Jeanne d’Arc is the sublime reality in which are incarnated the healthiest energies of the French nation and, how admirable! the further she moves back in history, the higher she rises in truth. So much so that wanting to add to her life fictional ornaments is an insult to her memory: in order to be beautiful, she only needs to be true.”

Monsieur Coissac then proceeds to ornamenting this supposed biography and removes himself so far from fiction as to literally hear voices, just like she did. In his case it is the inner monologue in Jeanne d’Arc’s head of which he managed to catch some echoes, some five hundred years later. (He doesn’t delve on the girl’s father saying he will drown her with his own hands if she goes off to join the soldiers; daddy changes his tune when daughter becomes something of a fifteenth century Instagram Celebrity.)

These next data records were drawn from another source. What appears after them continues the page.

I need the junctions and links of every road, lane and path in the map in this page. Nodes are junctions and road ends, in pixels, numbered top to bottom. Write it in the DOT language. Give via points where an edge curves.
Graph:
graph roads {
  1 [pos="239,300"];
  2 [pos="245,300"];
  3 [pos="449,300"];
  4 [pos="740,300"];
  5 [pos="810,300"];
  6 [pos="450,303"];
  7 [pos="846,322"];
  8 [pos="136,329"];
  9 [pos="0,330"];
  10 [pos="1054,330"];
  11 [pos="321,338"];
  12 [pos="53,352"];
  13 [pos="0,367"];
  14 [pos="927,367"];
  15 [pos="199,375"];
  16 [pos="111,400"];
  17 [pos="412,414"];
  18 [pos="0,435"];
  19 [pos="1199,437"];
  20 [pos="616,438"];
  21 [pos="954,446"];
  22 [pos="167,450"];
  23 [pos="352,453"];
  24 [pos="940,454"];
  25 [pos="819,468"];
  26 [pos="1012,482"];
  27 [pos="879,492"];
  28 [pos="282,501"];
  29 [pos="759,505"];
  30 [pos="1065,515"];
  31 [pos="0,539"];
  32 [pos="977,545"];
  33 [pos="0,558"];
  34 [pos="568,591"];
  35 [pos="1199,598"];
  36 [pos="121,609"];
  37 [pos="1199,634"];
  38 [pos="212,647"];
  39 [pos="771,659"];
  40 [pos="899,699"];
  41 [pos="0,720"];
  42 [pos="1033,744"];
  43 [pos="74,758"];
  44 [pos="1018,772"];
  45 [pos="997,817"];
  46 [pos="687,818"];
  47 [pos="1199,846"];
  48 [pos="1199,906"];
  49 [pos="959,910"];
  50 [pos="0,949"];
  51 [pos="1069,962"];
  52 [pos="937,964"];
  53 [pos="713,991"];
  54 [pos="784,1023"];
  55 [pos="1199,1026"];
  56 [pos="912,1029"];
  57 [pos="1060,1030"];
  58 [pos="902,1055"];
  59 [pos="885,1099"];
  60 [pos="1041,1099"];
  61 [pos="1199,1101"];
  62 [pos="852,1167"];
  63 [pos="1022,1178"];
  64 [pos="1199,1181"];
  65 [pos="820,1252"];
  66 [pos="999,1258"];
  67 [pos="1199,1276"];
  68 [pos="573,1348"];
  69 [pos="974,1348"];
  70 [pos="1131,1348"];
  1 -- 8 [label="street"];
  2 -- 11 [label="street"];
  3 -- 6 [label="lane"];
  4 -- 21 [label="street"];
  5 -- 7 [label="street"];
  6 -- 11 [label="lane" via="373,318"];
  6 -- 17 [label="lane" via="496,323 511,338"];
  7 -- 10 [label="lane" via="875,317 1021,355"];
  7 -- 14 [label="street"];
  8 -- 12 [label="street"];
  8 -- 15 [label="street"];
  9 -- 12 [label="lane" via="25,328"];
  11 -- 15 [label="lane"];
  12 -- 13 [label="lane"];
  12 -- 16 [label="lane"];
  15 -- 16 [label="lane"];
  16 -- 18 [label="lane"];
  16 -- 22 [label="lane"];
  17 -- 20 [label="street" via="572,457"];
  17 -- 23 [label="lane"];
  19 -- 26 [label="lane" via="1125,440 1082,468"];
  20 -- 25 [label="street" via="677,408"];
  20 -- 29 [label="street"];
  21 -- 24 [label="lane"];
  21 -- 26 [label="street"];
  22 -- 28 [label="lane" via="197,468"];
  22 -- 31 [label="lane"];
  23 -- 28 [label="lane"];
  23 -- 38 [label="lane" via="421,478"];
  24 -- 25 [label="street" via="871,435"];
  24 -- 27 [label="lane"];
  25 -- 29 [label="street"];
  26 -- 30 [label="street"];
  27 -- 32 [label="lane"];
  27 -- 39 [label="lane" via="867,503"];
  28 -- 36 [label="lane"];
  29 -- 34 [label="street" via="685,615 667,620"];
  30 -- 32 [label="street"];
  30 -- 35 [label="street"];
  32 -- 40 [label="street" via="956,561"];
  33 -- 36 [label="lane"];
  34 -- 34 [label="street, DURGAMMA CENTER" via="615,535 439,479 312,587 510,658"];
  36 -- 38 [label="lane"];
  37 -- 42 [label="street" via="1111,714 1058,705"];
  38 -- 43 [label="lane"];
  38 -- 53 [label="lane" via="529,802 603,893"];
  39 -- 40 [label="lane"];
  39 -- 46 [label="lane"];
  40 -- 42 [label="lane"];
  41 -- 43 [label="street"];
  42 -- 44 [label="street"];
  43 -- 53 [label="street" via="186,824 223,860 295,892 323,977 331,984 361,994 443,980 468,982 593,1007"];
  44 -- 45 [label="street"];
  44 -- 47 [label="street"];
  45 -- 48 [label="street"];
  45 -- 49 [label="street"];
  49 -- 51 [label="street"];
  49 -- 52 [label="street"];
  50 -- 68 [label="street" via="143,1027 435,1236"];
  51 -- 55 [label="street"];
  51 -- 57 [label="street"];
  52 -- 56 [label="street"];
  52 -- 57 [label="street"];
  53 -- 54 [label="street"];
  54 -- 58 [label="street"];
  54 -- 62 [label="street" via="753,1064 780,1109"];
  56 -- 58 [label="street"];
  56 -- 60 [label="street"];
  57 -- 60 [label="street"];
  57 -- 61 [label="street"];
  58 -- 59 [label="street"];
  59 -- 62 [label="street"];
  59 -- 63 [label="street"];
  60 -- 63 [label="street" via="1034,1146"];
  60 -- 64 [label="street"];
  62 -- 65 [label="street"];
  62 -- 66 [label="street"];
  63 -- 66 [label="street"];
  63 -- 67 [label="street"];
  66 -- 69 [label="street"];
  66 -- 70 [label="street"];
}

In short, the illustrious author in Larousse’s series of Heroic Scenes in Gentle France, with a few adjustments in his daily lifestyle, would feel right at home in some “public affairs” programs in the Gentle France of 2021.

Illustration: I can’t resist providing this lifelike illustration of our heroine. The realism is enough to knock you off your horse. As far Maggie’s drawing of Jeanneton’s family home, it lacks one important detail, since at the time, a family’s wealth was not measured in terms of the number of cars parked in the garage but by the size of the pile of manure at the front door.